Dans un élan créatif qui tient désormais lieu de véritable stratégie commerciale, Jon Watts, l’un des créateurs de l’émission d’info satirique Onion News Network (une sorte de Gorafi américain) et réalisateur du film d’horreur Clown et de Cop Car, s’est vu confier les rênes du re-reboot de Spider-Man, sous-titré Homecoming. Le cinéaste va ainsi rejoindre Marc Webb, Colin Trevorrow ou Gareth Edwards, dans la désormais longue liste des auteurs indépendants propulsés du jour au lendemain à la tête d’un blockbuster à 200 patates. On lui souhaite bonne chance, et on espère surtout que le bonhomme ne perdra pas, comme une partie de ses pairs, sa sensibilité dans un projet cadenassé par les studios.

Car, même s’il n’a pas l’aura d’un classique définitif à la Duel, duquel on le rapproche souvent (ne serait-ce que parce que Watts glisse un clin d’œil au film de Spielberg via une plaque d’immatriculation), Cop Car fait figure de jolie révélation. Tournée pour une misère en moins de deux semaines – le résultat à l’écran est pourtant exceptionnellement soigné niveau découpage et photographie -, cette série B démontre des qualités de directeur d’acteur et de scénariste qui devraient en faire un cinéaste marquant pour les années à venir.

En voiture les mômes !

Au centre de Cop Car, il y a, contrairement à ce que laisse penser l’affiche internationale, non pas Kevin Bacon (ici acteur et producteur, tout de même), mais deux enfants.

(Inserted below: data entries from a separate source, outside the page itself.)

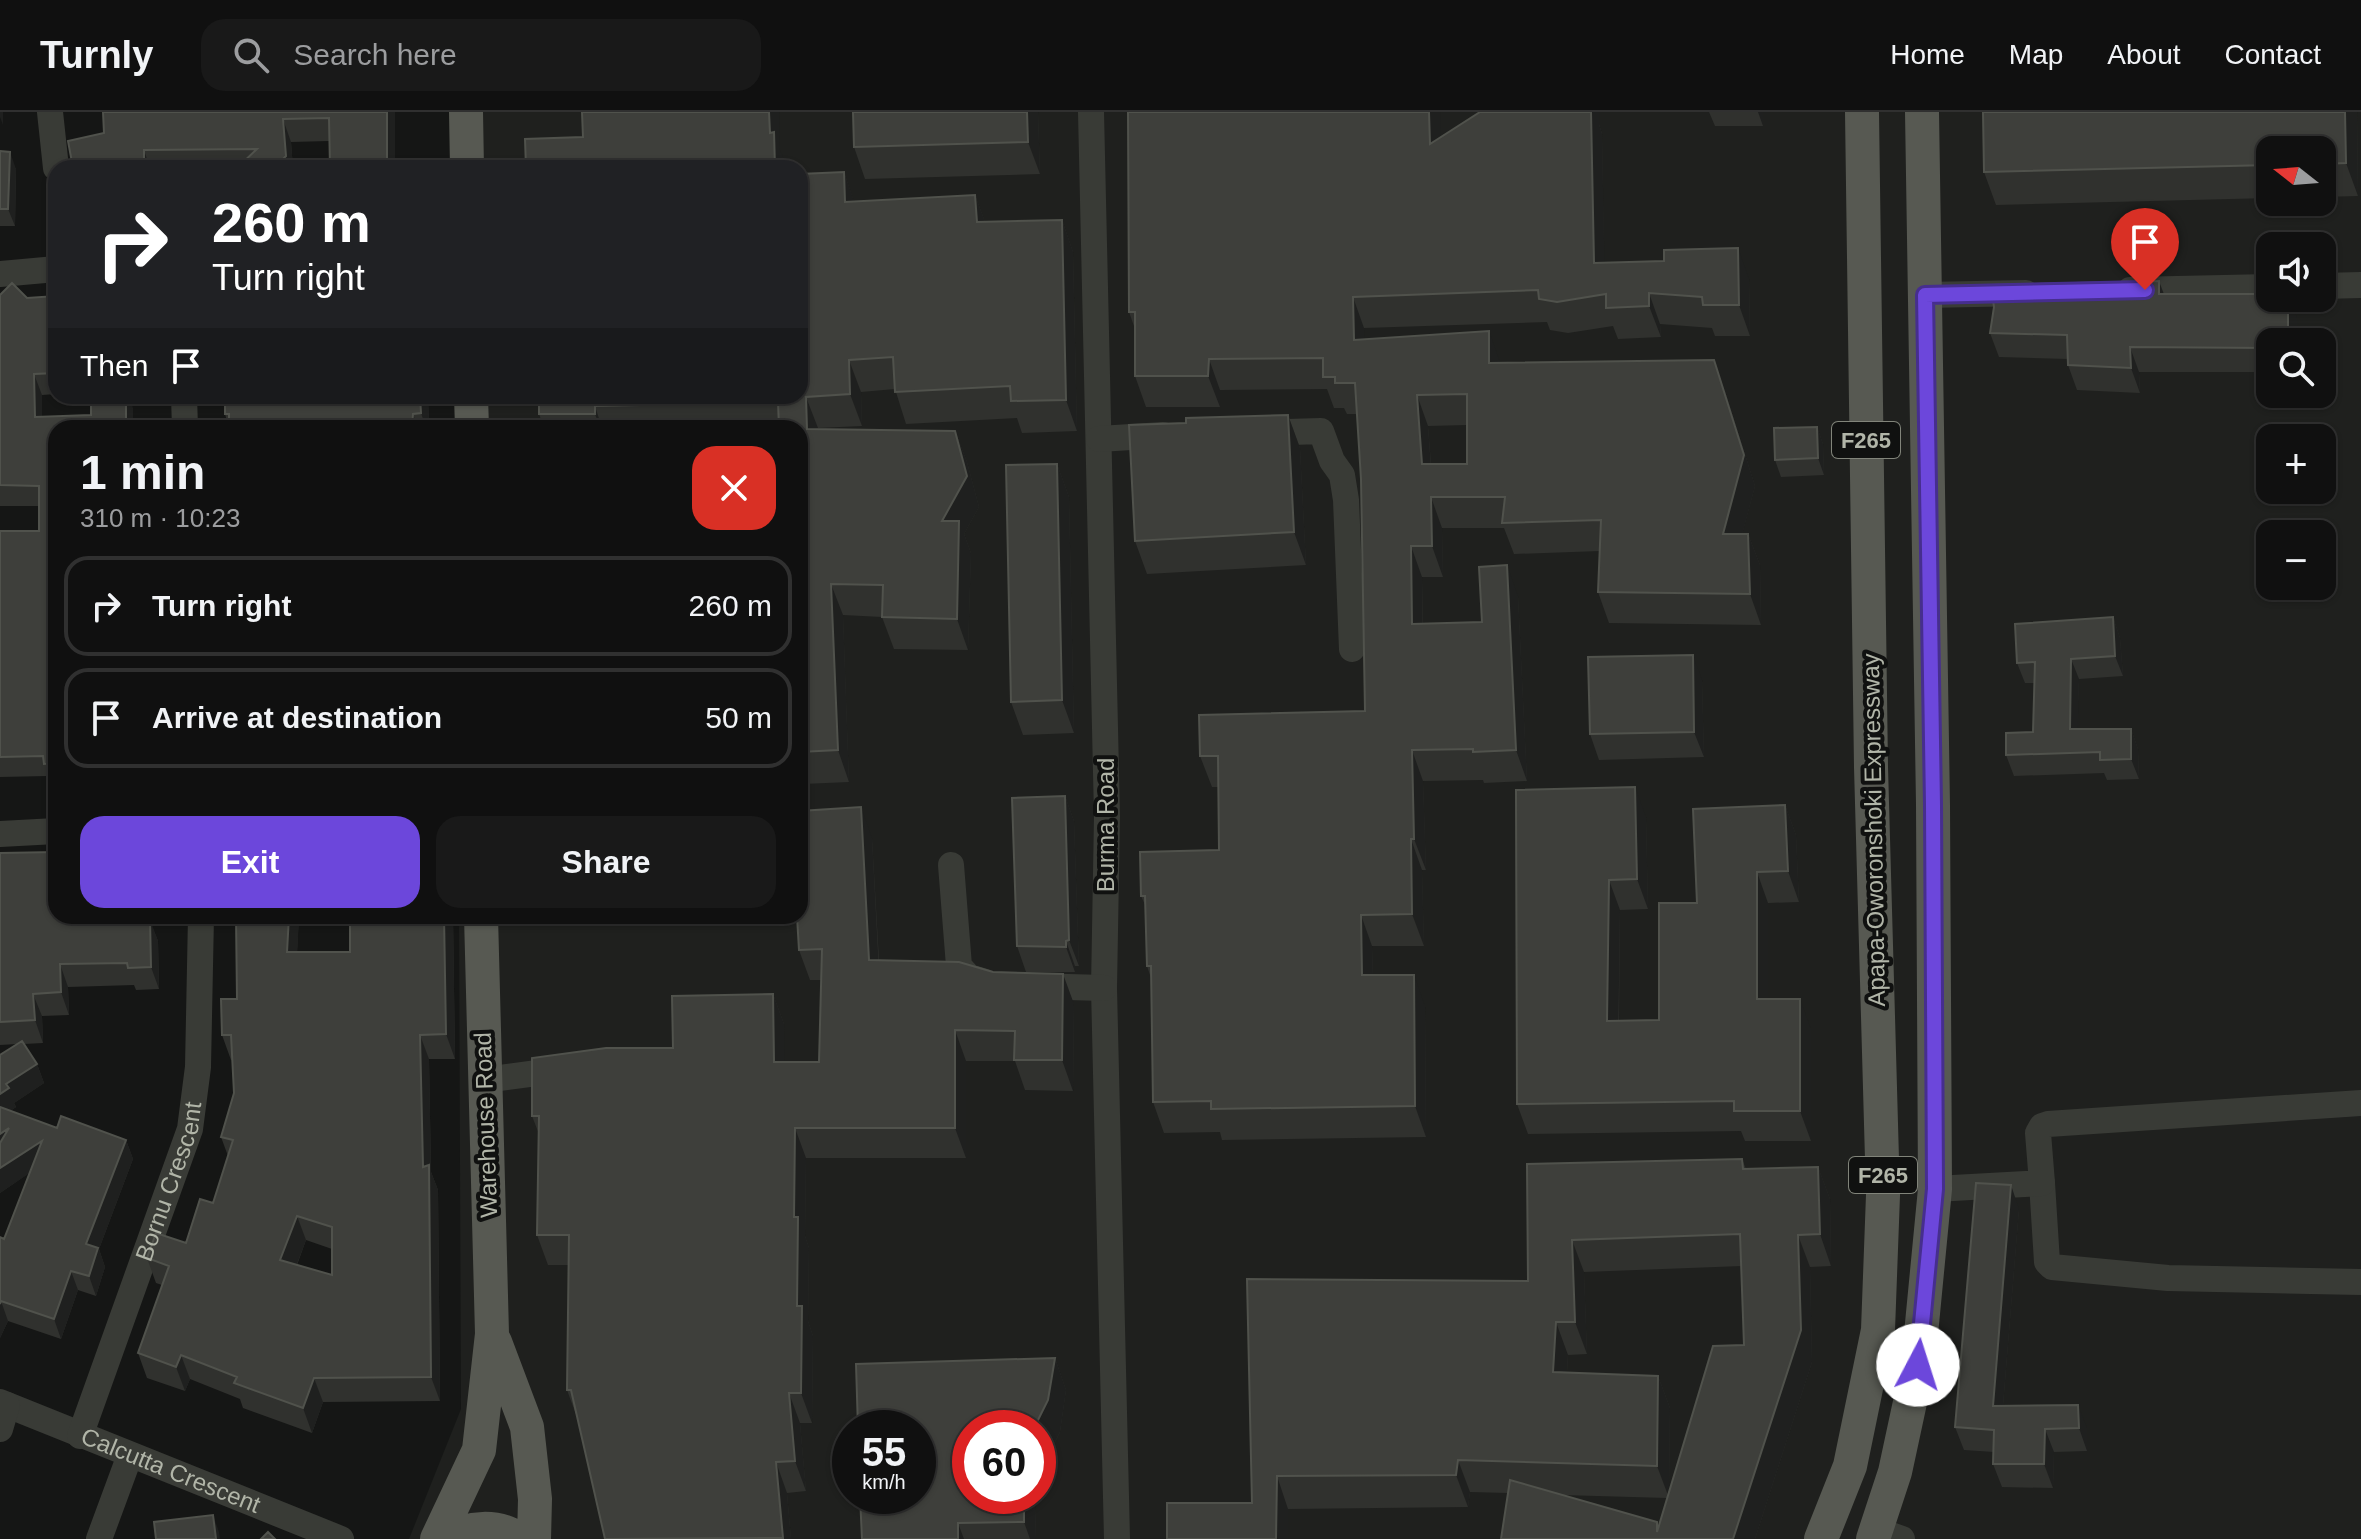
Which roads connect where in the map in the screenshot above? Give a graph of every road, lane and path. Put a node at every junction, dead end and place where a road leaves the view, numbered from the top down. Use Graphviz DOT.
graph roads {
  1 [pos="50,112"];
  2 [pos="466,112"];
  3 [pos="1091,112"];
  4 [pos="1862,112"];
  5 [pos="1922,112"];
  6 [pos="55,160"];
  7 [pos="467,160"];
  8 [pos="48,270"];
  9 [pos="0,274"];
  10 [pos="2361,285"];
  11 [pos="2336,286"];
  12 [pos="2256,287"];
  13 [pos="2097,291"];
  14 [pos="2050,292"];
  15 [pos="1925,295"];
  16 [pos="1229,434"];
  17 [pos="1183,435"];
  18 [pos="1099,439"];
  19 [pos="1352,649"];
  20 [pos="48,831"];
  21 [pos="0,834"];
  22 [pos="951,865"];
  23 [pos="201,924"];
  24 [pos="481,924"];
  25 [pos="1104,988"];
  26 [pos="589,1066"];
  27 [pos="484,1080"];
  28 [pos="2361,1103"];
  29 [pos="2042,1183"];
  30 [pos="1935,1189"];
  31 [pos="2361,1282"];
  32 [pos="492,1334"];
  33 [pos="2,1412"];
  34 [pos="80,1436"];
  35 [pos="130,1455"];
  36 [pos="1884,1536"];
  37 [pos="99,1539"];
  38 [pos="341,1539"];
  39 [pos="437,1539"];
  40 [pos="447,1539"];
  41 [pos="518,1539"];
  42 [pos="534,1539"];
  43 [pos="1117,1539"];
  44 [pos="1821,1539"];
  1 -- 6 [label="street"];
  2 -- 7 [label="main road"];
  3 -- 18 [label="street, Burma Road"];
  4 -- 44 [label="main road, Apapa-Oworonshoki Expressway / F265"];
  5 -- 15 [label="main road, F265"];
  8 -- 9 [label="street"];
  10 -- 11 [label="street"];
  12 -- 13 [label="street"];
  14 -- 15 [label="street"];
  15 -- 30 [label="main road, F265"];
  16 -- 19 [label="street"];
  17 -- 18 [label="street"];
  18 -- 25 [label="street, Burma Road"];
  20 -- 21 [label="street"];
  22 -- 25 [label="street"];
  23 -- 34 [label="street, Bornu Crescent"];
  24 -- 27 [label="main road, Warehouse Road"];
  25 -- 43 [label="street, Burma Road"];
  26 -- 27 [label="street"];
  27 -- 32 [label="main road, Warehouse Road"];
  28 -- 29 [label="street"];
  29 -- 30 [label="street"];
  29 -- 31 [label="street"];
  30 -- 36 [label="main road, F265"];
  32 -- 39 [label="main road, Warehouse Road"];
  32 -- 42 [label="main road, Warehouse Road"];
  33 -- 34 [label="street, Calcutta Crescent"];
  34 -- 35 [label="street, Calcutta Crescent"];
  35 -- 37 [label="street"];
  35 -- 38 [label="street, Calcutta Crescent"];
  40 -- 41 [label="main road"];
}
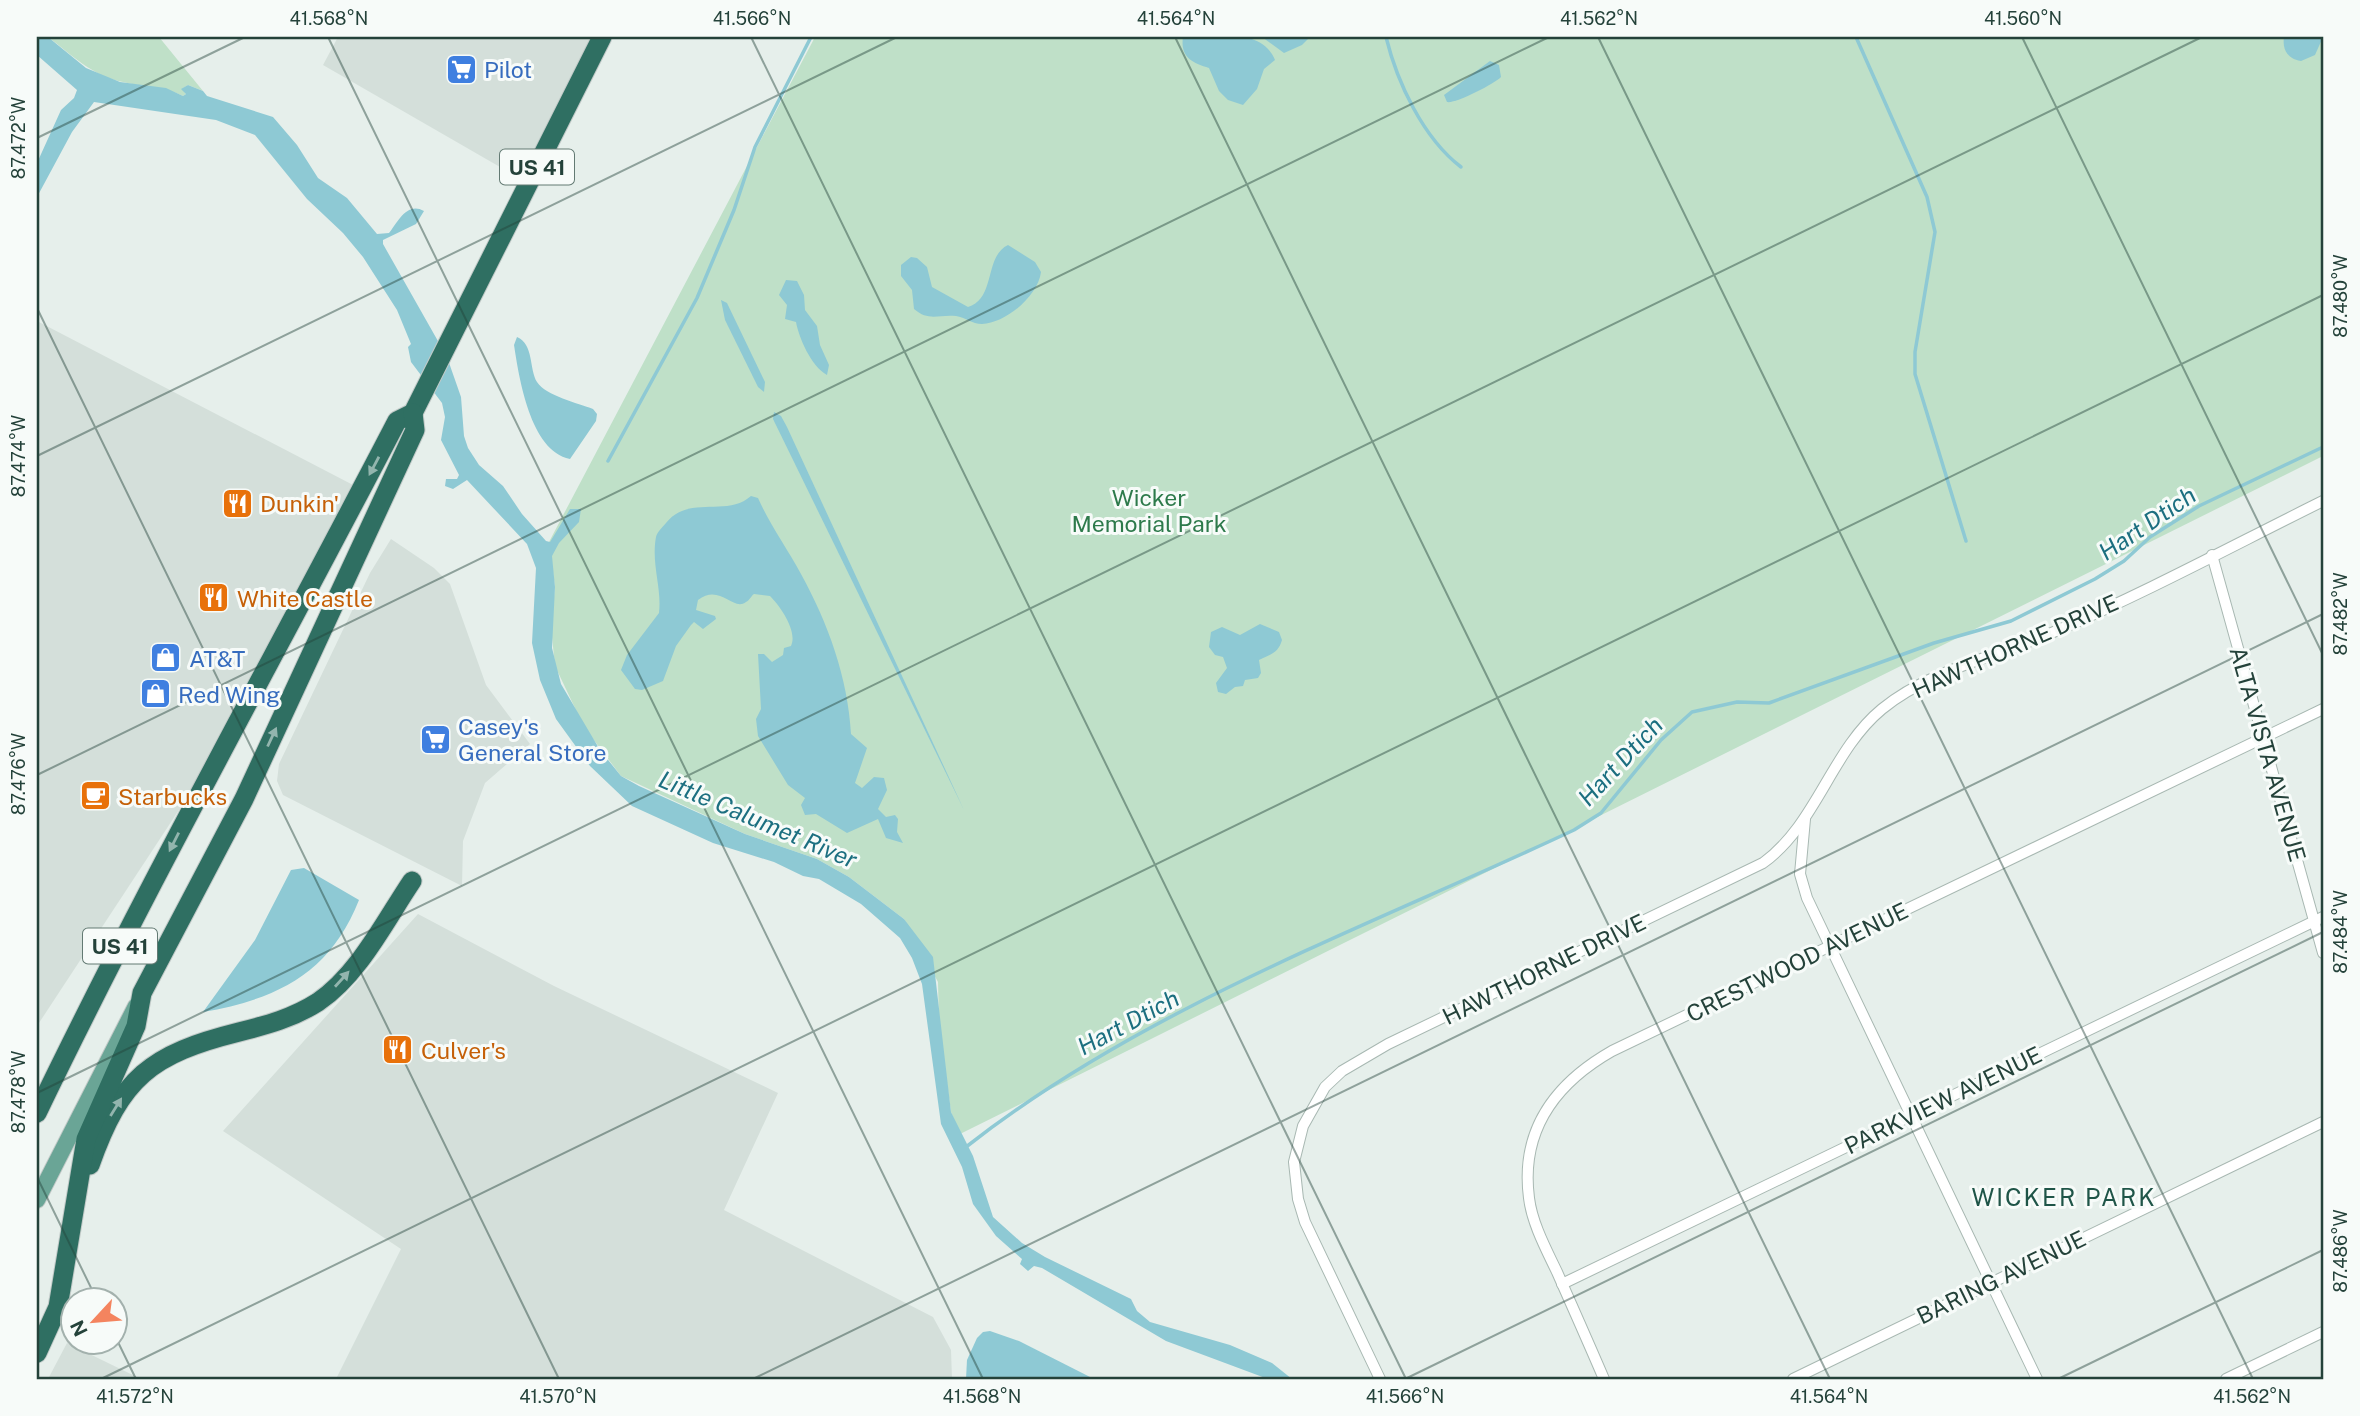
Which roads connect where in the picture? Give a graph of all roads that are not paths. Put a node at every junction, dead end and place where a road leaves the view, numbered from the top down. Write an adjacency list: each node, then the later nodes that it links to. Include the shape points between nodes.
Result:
1 (602, 37): 2 (highway, US 41)
2 (412, 413): 12 (highway, US 41, one-way to 2, via 249,787 415,430); 13 (highway, US 41, one-way to 13, via 397,421)
3 (2323, 501): 4 (street, HAWTHORNE DRIVE)
4 (2212, 555): 6 (street, ALTA VISTA AVENUE); 7 (street, HAWTHORNE DRIVE, via 2058,630 1944,673 1900,696 1866,724)
5 (2323, 709): 6 (street, CRESTWOOD AVENUE)
6 (2263, 737): 9 (street, ALTA VISTA AVENUE); 10 (street, CRESTWOOD AVENUE)
7 (1805, 818): 10 (street, via 1800,874); 26 (street, HAWTHORNE DRIVE, via 1763,863 1388,1044 1342,1071 1325,1087 1303,1126 1294,1162 1298,1199)
8 (412, 881): 19 (highway, one-way to 8, via 115,1105 139,1077 170,1053 288,1019 319,1001 360,959)
9 (2319, 919): 11 (street, ALTA VISTA AVENUE); 16 (street, PARKVIEW AVENUE)
10 (1829, 947): 16 (street); 22 (street, CRESTWOOD AVENUE, via 1612,1051 1554,1096 1539,1119 1530,1155 1529,1198 1539,1234)
11 (2323, 953)
12 (142, 993): 18 (main road); 19 (highway, US 41, via 136,1026 86,1139)
13 (84, 1015): 14 (highway); 15 (highway, US 41)
14 (37, 1092)
15 (37, 1113)
16 (1913, 1115): 21 (street); 22 (street, PARKVIEW AVENUE)
17 (2323, 1122): 21 (street, BARING AVENUE)
18 (37, 1200)
19 (72, 1215): 20 (highway, US 41)
20 (64, 1265): 23 (highway); 25 (highway, US 41, via 58,1307)
21 (1990, 1282): 28 (street, BARING AVENUE); 29 (street)
22 (1562, 1284): 27 (street, CRESTWOOD AVENUE)
23 (37, 1329)
24 (2323, 1332): 30 (street)
25 (37, 1353)
26 (1380, 1379)
27 (1604, 1379)
28 (1793, 1379)
29 (2037, 1379)
30 (2226, 1379)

Deux gamins d’une dizaine d’années, qui traversent à pied les vastes étendues sauvages du Colorado en poursuivant leur concours de jurons. Travis (James Freedson-Jackson) et Harrison (Hays Wellford) personnifient la liberté propre à la pré-adolescence, quand chaque journée offre avant tout une promesse d’aventure. De l’inédit, du grand frisson, les mômes vont en avoir en tombant au détour d’un bosquet sur une voiture de police abandonnée. Aussi fascinés que s’ils venaient de découvrir une soucoupe volante, Travis et Harrison prennent bientôt leur courage à deux mains et rentrent dans la voiture, et s’aperçoivent que les clés sont sur le contact. C’est parti pour une virée maladroite, mais grisante sur les routes, et avec les gyrophares s’il vous plaît ! Manque de chance, le propriétaire de ladite voiture, le shérif Kritzer (Bacon et une fabuleuse moustache), est un ripou quatre étoiles, qui a tout intérêt à récupérer très vite son véhicule et les preuves compromettantes qu’il renferme…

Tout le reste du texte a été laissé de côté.